- [WORK INSTRUCTION]: Return every line of the data below that includes the string "Manzanares".

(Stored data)
──────────

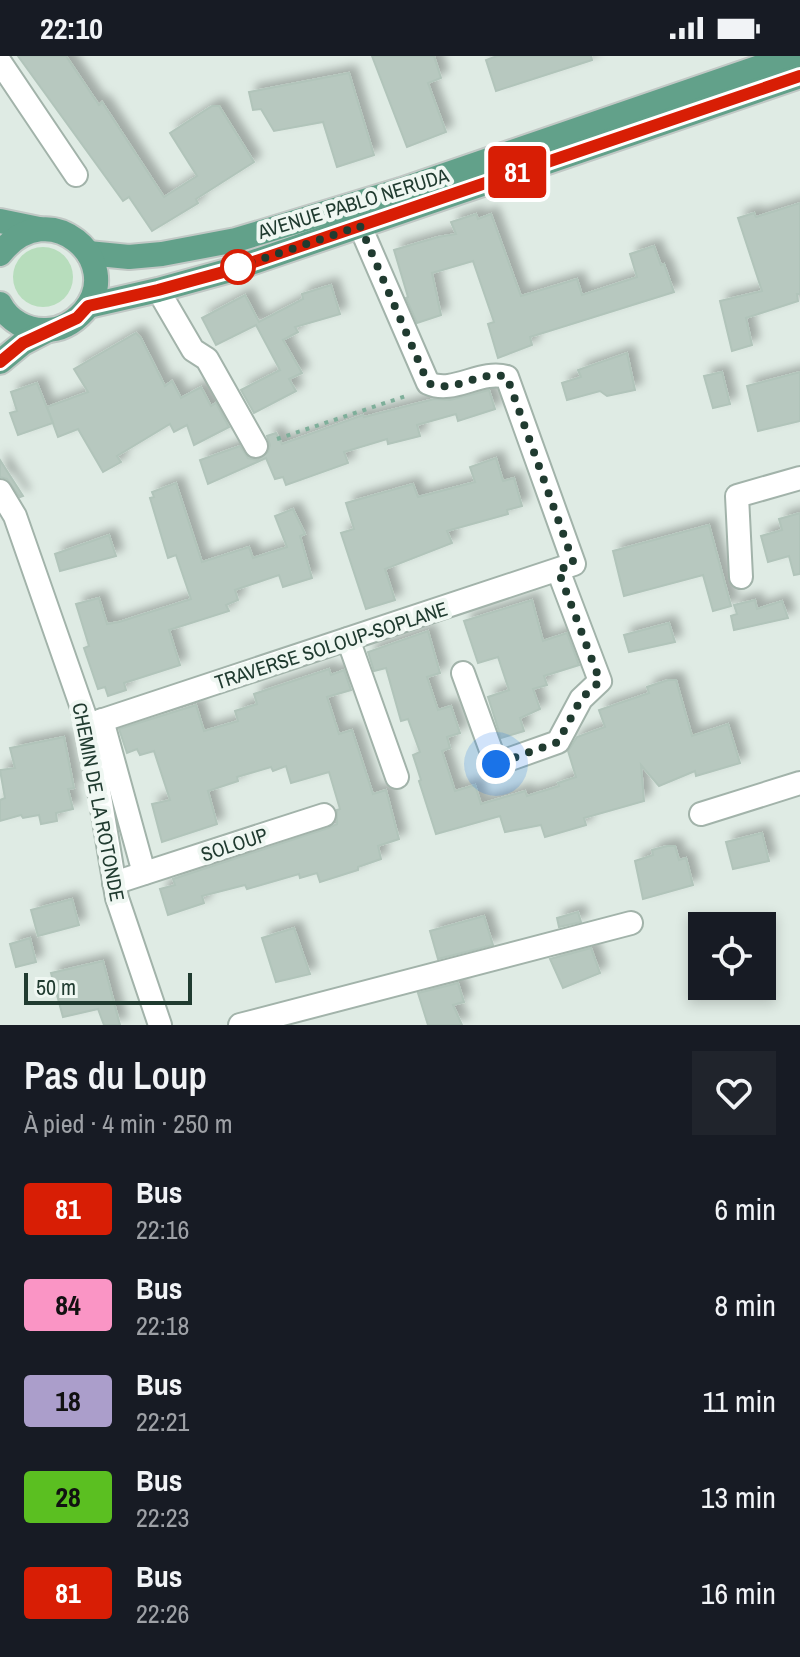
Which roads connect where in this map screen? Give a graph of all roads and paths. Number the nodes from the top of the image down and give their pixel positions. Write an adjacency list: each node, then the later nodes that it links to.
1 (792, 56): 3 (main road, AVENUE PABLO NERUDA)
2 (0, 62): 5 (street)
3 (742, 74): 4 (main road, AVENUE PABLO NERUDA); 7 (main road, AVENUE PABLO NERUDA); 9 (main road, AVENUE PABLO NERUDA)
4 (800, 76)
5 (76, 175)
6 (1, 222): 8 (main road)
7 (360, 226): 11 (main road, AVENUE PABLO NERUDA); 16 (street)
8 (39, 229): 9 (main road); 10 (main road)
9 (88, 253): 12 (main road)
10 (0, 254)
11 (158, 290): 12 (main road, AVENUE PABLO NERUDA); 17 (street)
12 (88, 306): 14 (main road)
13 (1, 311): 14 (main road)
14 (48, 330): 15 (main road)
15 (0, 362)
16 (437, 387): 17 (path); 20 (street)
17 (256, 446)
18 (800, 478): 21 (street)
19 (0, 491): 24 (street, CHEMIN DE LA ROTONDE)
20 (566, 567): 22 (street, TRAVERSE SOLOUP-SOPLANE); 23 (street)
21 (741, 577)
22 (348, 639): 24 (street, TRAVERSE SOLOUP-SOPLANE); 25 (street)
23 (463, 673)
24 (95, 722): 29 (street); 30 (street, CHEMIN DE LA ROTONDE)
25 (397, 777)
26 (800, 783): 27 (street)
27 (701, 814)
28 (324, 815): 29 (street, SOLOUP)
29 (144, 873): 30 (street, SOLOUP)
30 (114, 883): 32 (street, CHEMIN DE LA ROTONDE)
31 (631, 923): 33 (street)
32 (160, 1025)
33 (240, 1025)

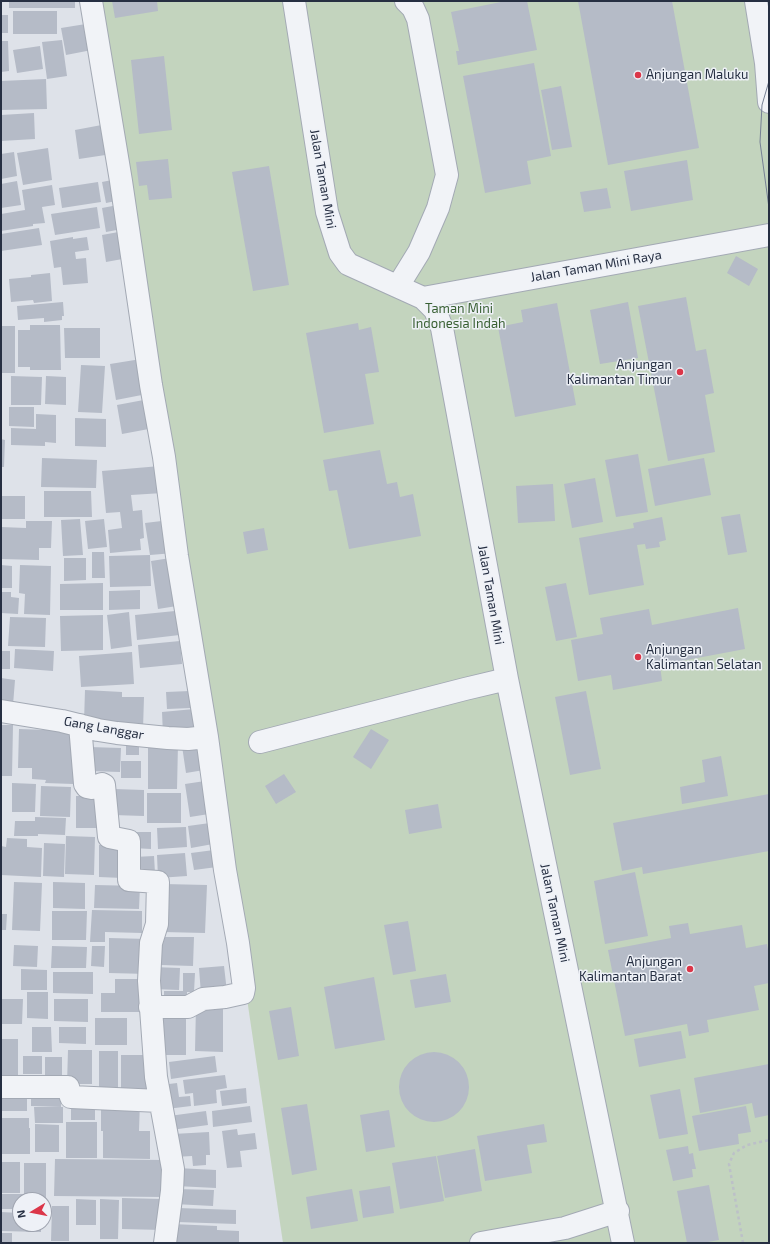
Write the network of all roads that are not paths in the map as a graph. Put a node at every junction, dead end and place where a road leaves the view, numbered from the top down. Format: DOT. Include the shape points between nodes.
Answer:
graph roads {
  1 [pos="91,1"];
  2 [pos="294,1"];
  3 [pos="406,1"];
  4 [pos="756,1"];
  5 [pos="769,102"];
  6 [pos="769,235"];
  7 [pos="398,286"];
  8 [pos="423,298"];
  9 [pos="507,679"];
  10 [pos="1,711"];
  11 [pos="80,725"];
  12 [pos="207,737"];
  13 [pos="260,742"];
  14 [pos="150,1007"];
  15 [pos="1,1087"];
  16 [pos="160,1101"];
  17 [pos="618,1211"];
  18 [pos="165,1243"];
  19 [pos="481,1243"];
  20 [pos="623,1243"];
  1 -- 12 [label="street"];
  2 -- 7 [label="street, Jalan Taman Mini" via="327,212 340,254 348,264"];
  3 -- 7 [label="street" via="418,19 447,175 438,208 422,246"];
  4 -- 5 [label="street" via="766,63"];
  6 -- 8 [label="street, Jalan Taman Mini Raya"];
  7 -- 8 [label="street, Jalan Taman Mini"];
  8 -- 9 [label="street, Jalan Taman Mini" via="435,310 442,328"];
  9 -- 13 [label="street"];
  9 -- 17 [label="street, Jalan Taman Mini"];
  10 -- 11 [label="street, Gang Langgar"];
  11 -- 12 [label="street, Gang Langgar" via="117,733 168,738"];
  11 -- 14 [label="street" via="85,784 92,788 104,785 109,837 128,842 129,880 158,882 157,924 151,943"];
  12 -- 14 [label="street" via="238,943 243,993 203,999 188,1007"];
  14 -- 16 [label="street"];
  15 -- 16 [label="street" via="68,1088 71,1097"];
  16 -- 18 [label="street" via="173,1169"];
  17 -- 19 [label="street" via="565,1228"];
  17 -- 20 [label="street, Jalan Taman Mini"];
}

──────────

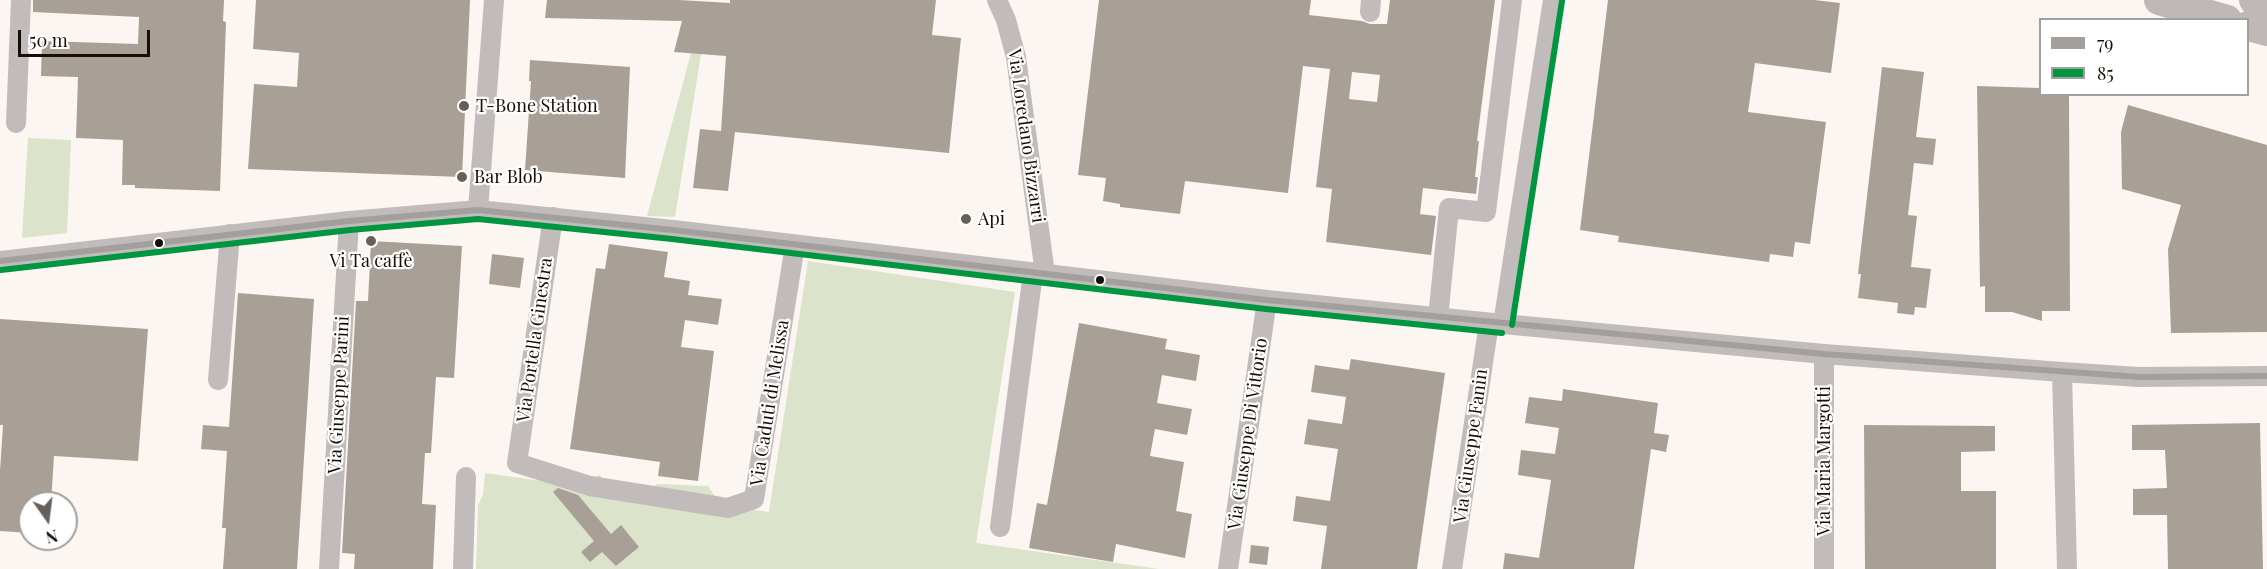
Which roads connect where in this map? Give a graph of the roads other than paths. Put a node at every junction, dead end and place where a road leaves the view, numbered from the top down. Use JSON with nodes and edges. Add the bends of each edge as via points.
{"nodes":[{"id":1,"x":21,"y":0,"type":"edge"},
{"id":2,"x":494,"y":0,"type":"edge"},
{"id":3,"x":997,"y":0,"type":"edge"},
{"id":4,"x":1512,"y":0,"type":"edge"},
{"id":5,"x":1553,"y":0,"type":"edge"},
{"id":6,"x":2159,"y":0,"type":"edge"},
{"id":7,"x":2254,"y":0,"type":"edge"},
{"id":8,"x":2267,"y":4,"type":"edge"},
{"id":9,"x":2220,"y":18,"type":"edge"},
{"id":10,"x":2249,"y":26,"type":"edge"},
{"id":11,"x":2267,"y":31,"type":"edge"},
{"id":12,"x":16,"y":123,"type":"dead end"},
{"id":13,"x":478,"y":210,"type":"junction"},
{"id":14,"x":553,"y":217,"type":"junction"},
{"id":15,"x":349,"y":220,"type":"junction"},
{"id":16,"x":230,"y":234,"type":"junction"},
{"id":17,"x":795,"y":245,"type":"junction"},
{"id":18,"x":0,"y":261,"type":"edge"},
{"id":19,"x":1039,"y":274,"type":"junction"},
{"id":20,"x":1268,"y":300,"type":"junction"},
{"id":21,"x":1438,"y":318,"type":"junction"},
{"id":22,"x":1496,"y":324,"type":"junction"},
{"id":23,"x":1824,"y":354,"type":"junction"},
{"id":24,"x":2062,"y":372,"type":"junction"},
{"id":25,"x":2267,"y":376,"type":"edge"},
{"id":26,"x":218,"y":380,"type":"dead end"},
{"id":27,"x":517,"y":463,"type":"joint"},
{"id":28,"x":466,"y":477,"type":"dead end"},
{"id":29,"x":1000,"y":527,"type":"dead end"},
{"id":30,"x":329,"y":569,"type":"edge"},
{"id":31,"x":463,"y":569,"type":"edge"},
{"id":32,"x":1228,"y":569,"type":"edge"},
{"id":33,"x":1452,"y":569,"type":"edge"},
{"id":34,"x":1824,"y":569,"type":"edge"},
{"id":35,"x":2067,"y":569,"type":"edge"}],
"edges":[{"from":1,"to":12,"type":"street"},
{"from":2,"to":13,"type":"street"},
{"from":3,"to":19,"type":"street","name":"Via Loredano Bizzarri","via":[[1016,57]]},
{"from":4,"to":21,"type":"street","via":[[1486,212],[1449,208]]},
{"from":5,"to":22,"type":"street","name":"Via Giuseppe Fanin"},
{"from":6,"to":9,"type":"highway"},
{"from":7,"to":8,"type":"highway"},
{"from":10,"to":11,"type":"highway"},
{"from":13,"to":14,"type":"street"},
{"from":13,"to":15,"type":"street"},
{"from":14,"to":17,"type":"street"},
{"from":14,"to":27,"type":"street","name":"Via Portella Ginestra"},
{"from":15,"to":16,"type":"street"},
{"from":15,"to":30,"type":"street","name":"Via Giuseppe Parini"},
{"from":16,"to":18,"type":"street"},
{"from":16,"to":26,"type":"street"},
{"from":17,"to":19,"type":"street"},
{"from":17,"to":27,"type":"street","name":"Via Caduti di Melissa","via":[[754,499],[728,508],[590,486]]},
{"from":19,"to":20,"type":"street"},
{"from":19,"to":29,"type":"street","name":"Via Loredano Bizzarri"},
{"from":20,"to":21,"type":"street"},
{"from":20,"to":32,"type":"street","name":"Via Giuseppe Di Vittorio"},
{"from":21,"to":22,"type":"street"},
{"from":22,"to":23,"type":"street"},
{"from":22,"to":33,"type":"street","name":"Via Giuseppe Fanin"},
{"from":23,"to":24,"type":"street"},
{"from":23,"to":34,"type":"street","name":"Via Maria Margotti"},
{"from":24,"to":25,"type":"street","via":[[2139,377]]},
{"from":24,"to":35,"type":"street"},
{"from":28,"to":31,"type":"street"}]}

──────────

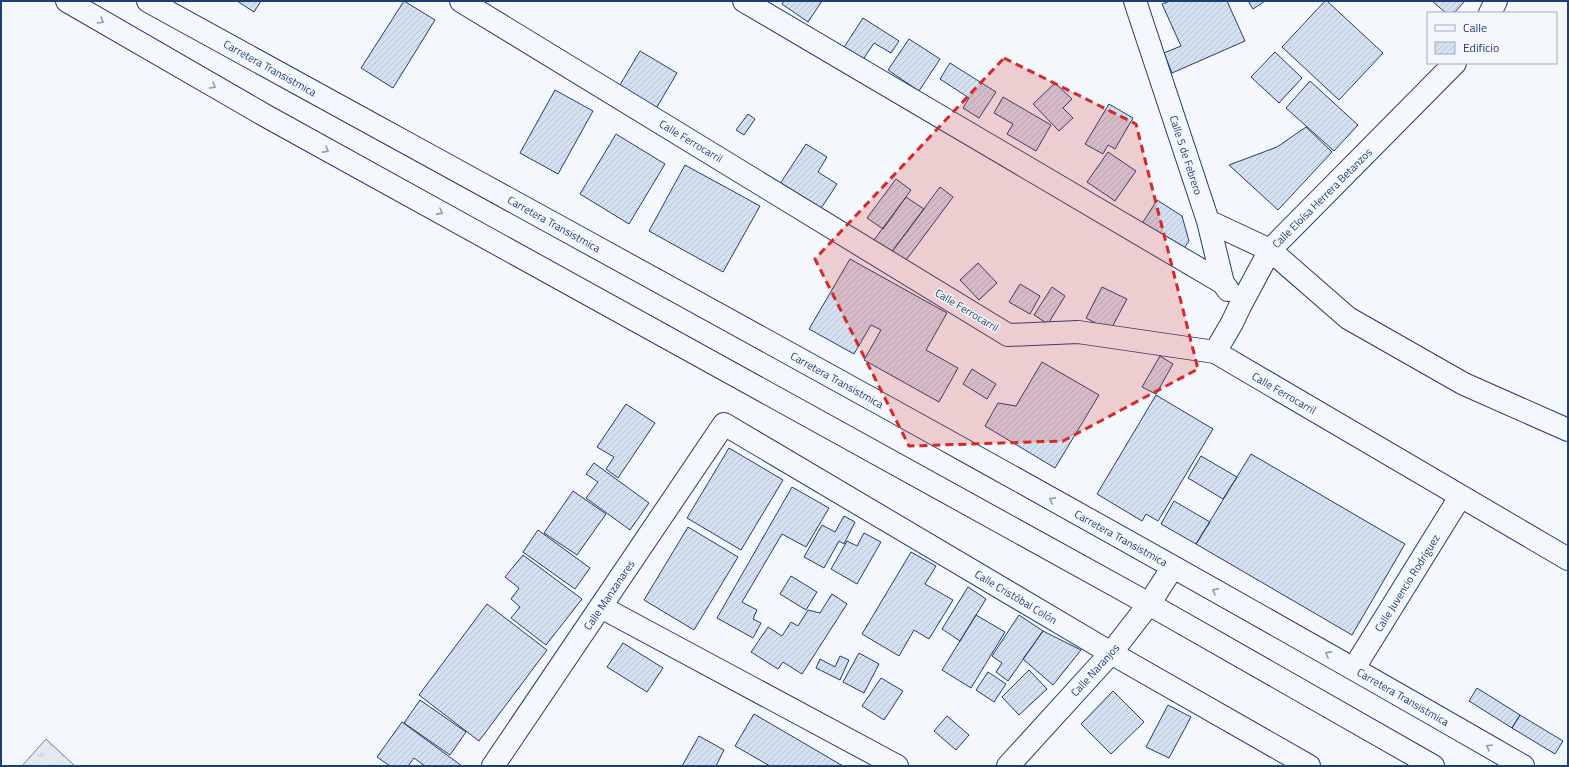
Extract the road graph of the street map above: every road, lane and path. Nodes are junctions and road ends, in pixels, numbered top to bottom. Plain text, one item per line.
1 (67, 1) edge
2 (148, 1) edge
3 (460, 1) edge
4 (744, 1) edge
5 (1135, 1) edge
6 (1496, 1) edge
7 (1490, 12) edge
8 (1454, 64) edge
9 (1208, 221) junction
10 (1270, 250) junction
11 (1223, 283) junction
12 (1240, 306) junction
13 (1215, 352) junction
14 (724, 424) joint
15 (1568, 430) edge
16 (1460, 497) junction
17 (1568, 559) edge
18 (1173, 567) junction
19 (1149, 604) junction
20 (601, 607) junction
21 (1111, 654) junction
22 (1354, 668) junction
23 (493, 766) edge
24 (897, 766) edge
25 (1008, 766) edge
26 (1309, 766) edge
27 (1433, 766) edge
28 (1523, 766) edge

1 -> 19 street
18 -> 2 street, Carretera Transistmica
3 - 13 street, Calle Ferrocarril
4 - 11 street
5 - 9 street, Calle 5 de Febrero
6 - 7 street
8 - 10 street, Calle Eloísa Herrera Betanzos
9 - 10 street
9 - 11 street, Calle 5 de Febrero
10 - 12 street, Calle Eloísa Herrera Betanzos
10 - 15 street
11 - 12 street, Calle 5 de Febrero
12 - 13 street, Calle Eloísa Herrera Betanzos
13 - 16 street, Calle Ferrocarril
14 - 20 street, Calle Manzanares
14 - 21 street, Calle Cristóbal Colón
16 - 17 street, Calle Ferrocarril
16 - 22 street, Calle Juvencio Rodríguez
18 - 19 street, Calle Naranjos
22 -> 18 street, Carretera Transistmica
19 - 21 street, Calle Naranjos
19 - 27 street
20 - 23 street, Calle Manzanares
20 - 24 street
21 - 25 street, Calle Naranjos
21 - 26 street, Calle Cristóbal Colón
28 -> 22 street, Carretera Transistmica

──────────

- [SOLUTION FOR THIS EXERCISE]:
14 - 20 street, Calle Manzanares
20 - 23 street, Calle Manzanares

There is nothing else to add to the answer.